To this end, Assigned Commissioner Peterman announced this morning at the August 9, 2018 CPUC Voting Meeting that she will submit an alternative proposed decision in this proceeding based on comments and the oral argument that occurred the day after ALJ Roscow noticed the PD.  Commissioner Peterman stated that this alternative proposed decision will be noticed in the near term and should still allow the Commission to vote on the proposals at the September 13, 2018 Voting Meeting. Once the alternative proposed decision becomes available, we will publish another blog to explain and compare the PD and Commissioner Peterman’s alternative proposed decision.

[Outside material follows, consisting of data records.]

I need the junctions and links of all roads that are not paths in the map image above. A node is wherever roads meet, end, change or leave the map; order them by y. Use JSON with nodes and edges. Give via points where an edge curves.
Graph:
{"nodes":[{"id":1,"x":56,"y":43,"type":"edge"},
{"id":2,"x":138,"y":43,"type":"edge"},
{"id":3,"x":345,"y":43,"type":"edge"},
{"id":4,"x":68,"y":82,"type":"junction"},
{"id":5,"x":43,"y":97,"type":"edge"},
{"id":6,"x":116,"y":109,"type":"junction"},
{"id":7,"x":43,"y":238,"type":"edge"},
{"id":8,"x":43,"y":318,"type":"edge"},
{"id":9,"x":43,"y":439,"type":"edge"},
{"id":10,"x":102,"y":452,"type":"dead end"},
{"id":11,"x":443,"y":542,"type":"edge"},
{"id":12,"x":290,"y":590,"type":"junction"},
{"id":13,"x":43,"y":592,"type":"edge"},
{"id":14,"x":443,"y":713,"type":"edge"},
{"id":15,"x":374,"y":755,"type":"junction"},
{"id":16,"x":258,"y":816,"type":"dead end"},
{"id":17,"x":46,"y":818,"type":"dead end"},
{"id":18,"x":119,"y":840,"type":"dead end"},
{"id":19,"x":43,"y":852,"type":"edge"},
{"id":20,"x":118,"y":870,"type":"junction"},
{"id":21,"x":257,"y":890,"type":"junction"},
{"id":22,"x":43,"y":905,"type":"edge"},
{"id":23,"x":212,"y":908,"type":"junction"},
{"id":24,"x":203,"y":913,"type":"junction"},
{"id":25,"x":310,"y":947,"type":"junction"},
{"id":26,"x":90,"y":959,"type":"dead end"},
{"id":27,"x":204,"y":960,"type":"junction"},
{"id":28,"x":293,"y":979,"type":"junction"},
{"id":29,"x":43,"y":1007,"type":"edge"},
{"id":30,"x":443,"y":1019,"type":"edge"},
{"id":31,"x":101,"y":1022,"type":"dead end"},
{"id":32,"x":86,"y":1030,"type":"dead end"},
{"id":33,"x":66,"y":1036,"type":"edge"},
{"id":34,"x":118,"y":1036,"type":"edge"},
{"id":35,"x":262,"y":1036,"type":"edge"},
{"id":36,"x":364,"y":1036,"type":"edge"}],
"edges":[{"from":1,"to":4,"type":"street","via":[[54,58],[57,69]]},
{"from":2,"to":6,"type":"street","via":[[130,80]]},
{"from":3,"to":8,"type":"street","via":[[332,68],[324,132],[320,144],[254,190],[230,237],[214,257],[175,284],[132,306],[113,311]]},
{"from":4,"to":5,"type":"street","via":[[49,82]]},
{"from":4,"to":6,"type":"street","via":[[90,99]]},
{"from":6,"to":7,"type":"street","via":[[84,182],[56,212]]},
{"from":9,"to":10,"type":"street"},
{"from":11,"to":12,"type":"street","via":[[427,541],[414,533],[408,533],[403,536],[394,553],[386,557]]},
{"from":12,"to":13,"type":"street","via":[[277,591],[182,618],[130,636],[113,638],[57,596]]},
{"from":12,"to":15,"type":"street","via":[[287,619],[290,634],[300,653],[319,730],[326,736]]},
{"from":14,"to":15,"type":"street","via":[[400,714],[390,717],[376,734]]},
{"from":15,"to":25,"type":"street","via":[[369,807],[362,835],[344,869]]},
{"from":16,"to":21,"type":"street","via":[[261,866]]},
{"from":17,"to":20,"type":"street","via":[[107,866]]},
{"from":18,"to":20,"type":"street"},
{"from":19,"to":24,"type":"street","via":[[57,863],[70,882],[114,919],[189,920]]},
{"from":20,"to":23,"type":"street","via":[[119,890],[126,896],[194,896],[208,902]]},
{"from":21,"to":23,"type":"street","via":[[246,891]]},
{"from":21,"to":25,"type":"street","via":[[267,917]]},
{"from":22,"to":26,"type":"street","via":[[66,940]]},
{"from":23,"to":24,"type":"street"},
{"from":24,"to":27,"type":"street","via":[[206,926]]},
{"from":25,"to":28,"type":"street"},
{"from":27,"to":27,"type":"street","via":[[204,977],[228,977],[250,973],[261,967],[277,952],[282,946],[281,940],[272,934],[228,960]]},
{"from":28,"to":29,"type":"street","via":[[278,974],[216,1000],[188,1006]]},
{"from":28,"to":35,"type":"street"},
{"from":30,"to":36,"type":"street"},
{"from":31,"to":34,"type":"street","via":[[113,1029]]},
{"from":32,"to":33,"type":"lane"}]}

ALJ Roscow’s PD proposes to:

  • revise the methodology used to calculate the PCIA beginning on January 1, 2019 by changing inputs to some of the market price benchmark (MPB) that calculate the PCIA to equalize cost share between departing load and bundled customers and maintain indifference;
  • adopt a true-up mechanism to ensure equitable cost share and a cap limiting the change in the PCIA rate from one year to the next to provide rate stability and predictability;
  • adopt an option for departed load customers to pre-pay their PCIA obligations; and
  • open a second phase to consider long-term solutions through the development and implementation that will evaluate solutions based on voluntary, market-based redistribution of excess resources in the electric supply portfolios of Pacific Gas & Electric (PG&E), Southern California Edison (SCE), and San Diego Gas & Electric (SDG&E).

The following sections will provide a primer on the PCIA, the track I decision, and what the track 2 PD changes, and concludes with a discussion of Phase 2 of track 2.

 

What is the PCIA and Why Does it Matter?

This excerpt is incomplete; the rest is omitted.